Local anesthetic actions on the K+ channels of dorsal root ganglion (DRG) and dorsal horn neurons may modulate sensory blockade during neuraxial anesthesia. In dorsal horn neurons, local anesthetics are known to inhibit transient but not sustained K+ currents. The authors characterized the effects of local anesthetics on K+ currents of isolated DRG neurons.
The effects of lidocaine, bupivacaine, and tetracaine on K+ currents in isolated rat DRG neurons were measured with use of a whole cell patch clamp method. The currents measured were fast-inactivating transient current (I(Af)), slow-inactivating transient current (I(As)), and noninactivating sustained current (I(Kn)).
One group of cells (type 1) expressed I(Af) and I(Kn). The other group (type 2) expressed I(As) and I(Kn). The diameter of type 2 cells was smaller than that of type 1 cells. Lidocaine and bupivacaine inhibited all three K+ currents. Tetracaine inhibited I(As) and I(Kn) but not I(Af) For bupivacaine, the concentration for half-maximal inhibition (IC50) of I(Kn) in type 2 cells was lower than that for I(Kn) in type 1 cells (57 vs. 121 microM). Similar results were obtained for tetracaine (0.6 vs. 1.9 mM) and for lidocaine (2.2 vs. 5.1 mM).

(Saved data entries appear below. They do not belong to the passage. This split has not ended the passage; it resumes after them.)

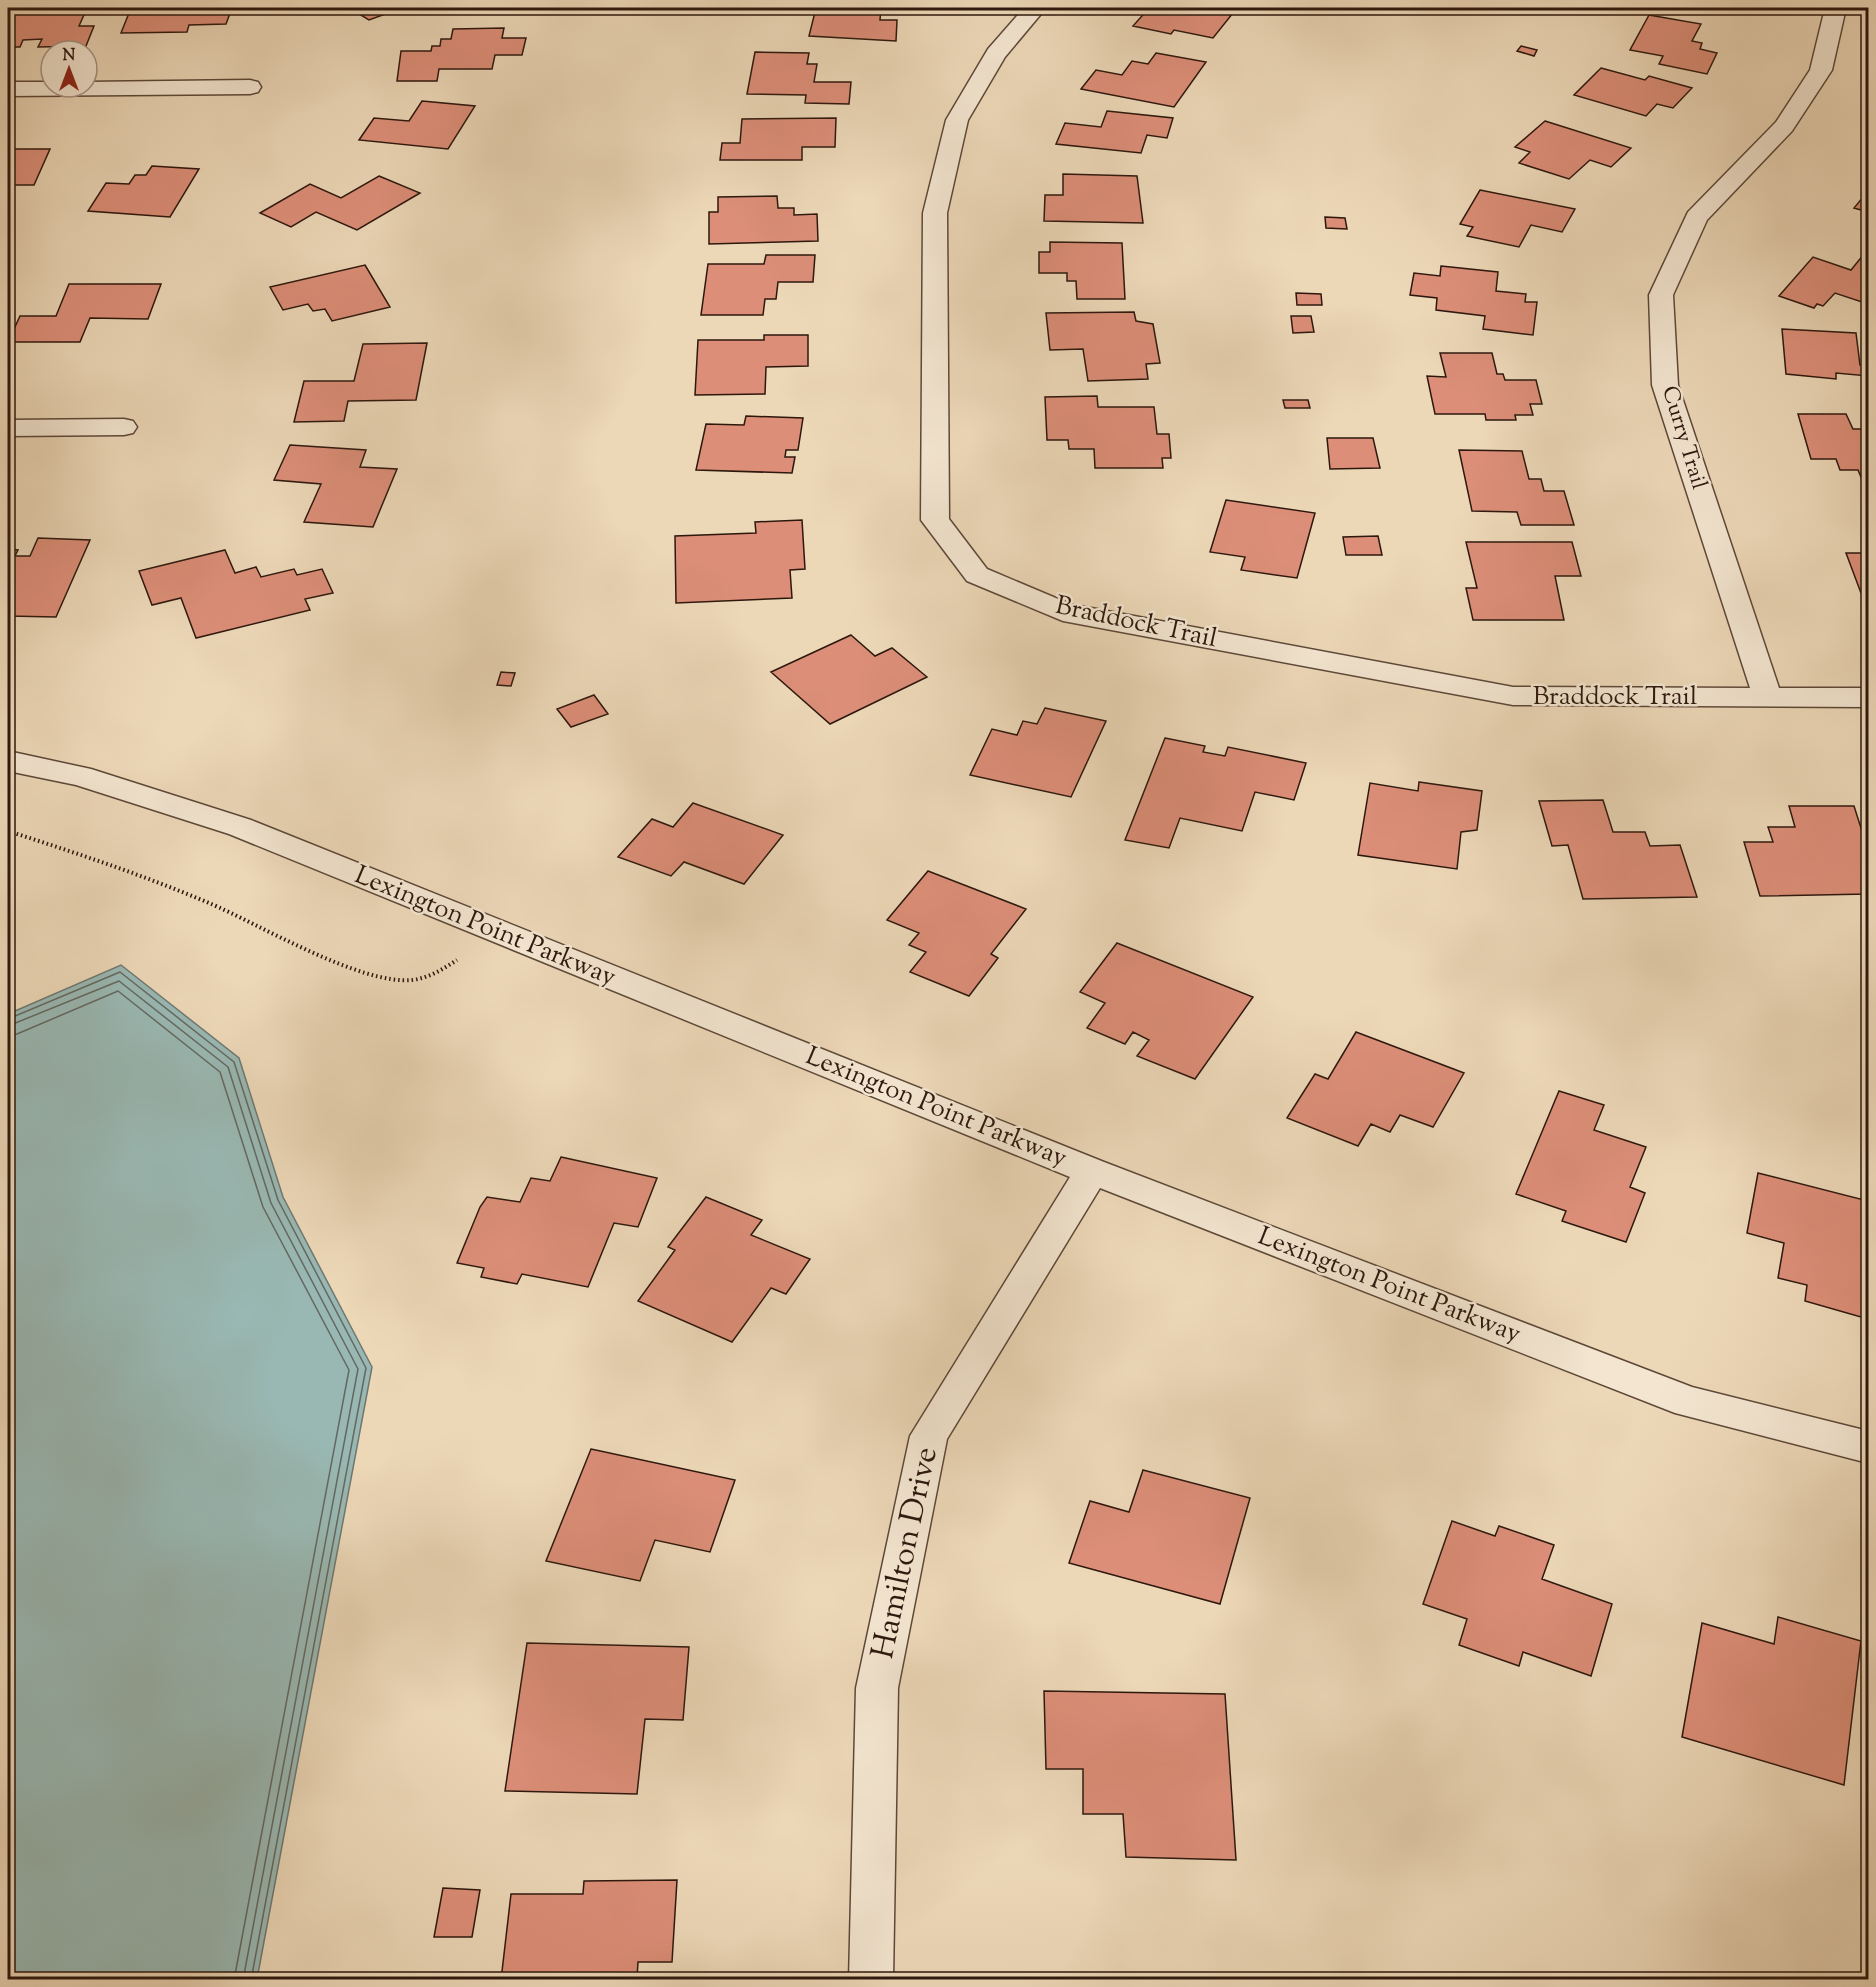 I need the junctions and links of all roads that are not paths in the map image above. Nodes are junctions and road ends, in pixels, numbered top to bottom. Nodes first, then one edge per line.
1 (1035, 8) edge
2 (1836, 8) edge
3 (250, 87) dead end
4 (8, 88) edge
5 (8, 428) edge
6 (124, 428) dead end
7 (1768, 698) junction
8 (1869, 698) edge
9 (8, 761) edge
10 (1092, 1171) junction
11 (1869, 1447) edge
12 (871, 1980) edge

1 - 7 street, Braddock Trail
2 - 7 street, Curry Trail
3 - 4 street
5 - 6 street
7 - 8 street, Braddock Trail
9 - 10 street, Lexington Point Parkway
10 - 11 street, Lexington Point Parkway
10 - 12 street, Hamilton Drive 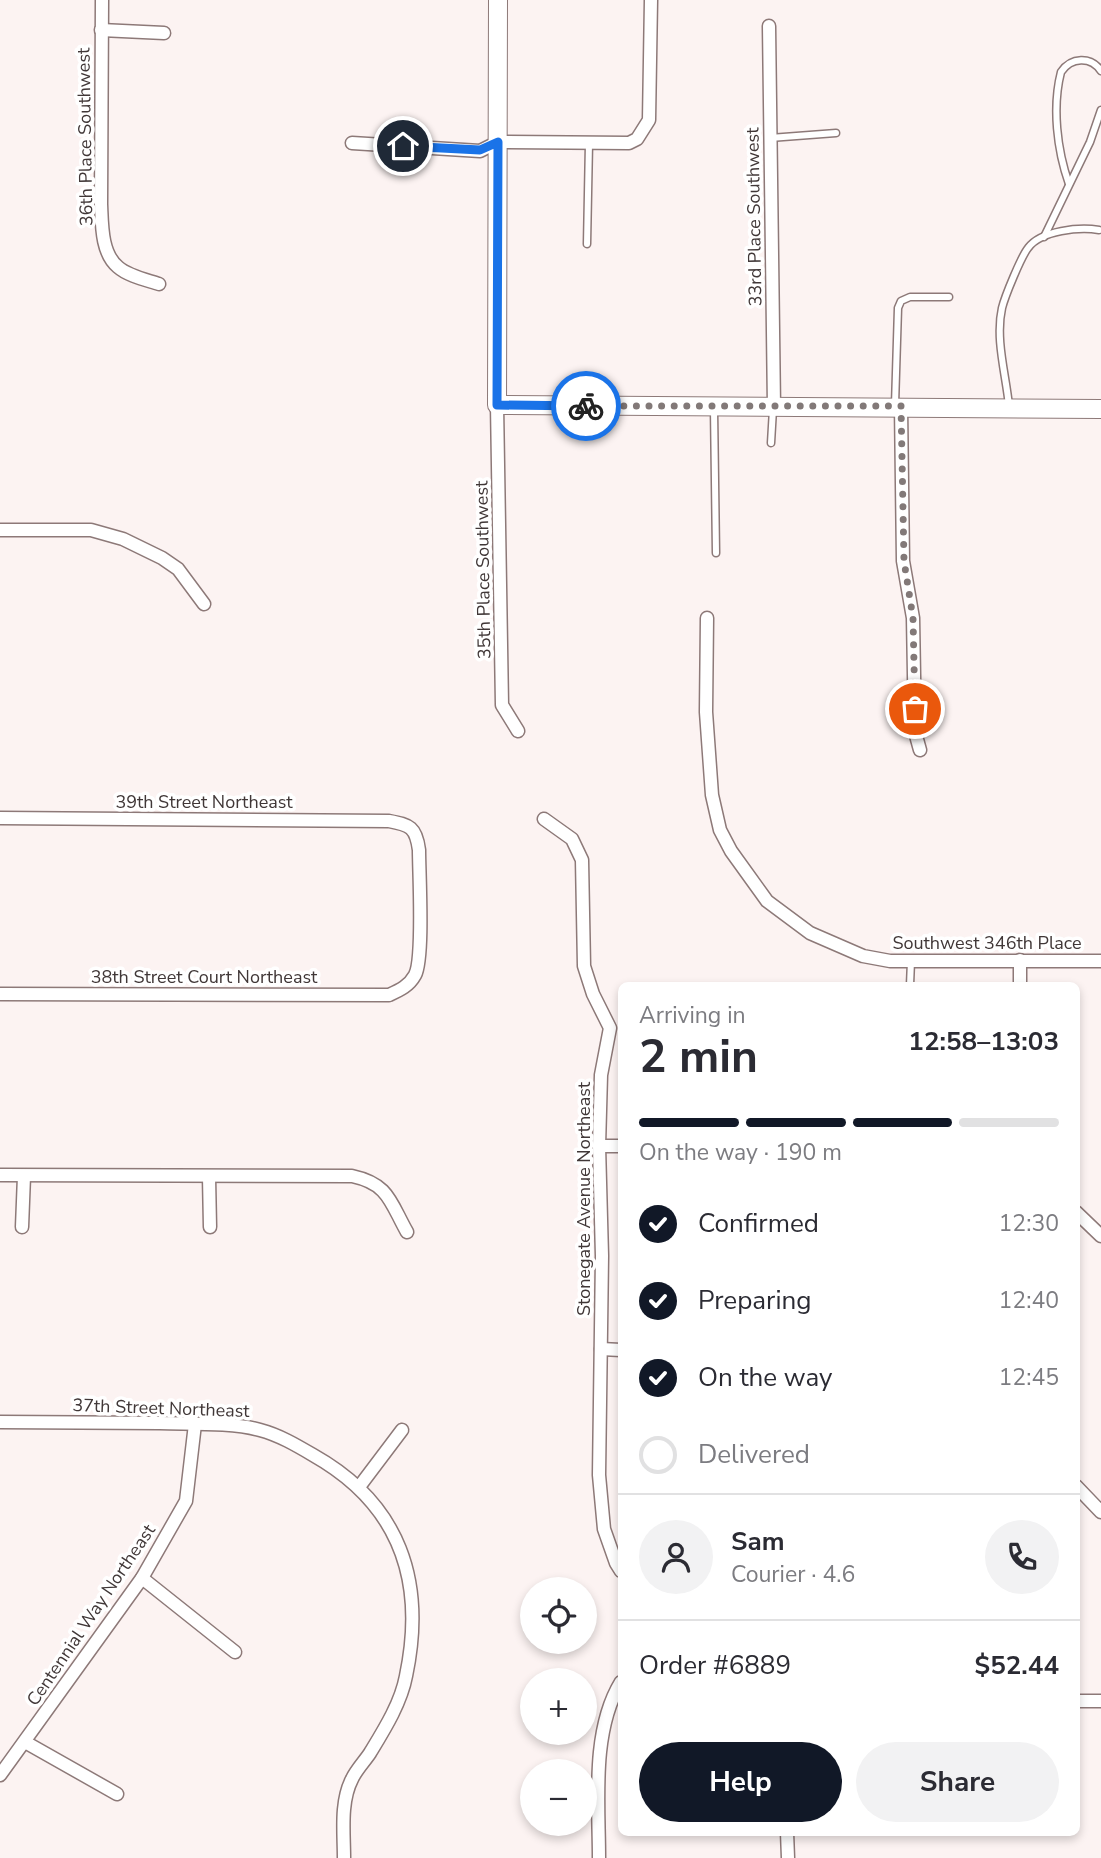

Local anesthetics inhibited both transient and sustained K+ currents in DRG neurons. Because K+ current inhibition is known to potentiate local anesthetic-induced impulse inhibition, the lower IC50 for I(Kn) of small type 2 cells may reflect preferential inhibition of impulses in nociceptive neurons. The overall modulatory actions of local anesthetics probably are determined by their differential effects on presynaptic (DRG) and postsynaptic (dorsal horn neurons) K+ currents.
DURING spinal and epidural anesthesia, the axon terminals of dorsal root ganglion (DRG) neurons and the dorsal horn neurons with which they synapse are both exposed to relatively high concentrations of local anesthetics because of their proximity to the injection site. Blockade of Na+channels by local anesthetics has been studied extensively and likely represents the main mechanism by which these agents block impulse propagation in axons. 1–2Local anesthetic effects on other ion channels in sensory neurons may modulate the ability of these agents to produce anesthesia and analgesia. For example, alteration of K+channel function by local anesthetics may influence the transmission of sensory impulses by altering the resting membrane potential, the timing of repolarization after an action potential, neuronal excitability, and the firing pattern of a neuron.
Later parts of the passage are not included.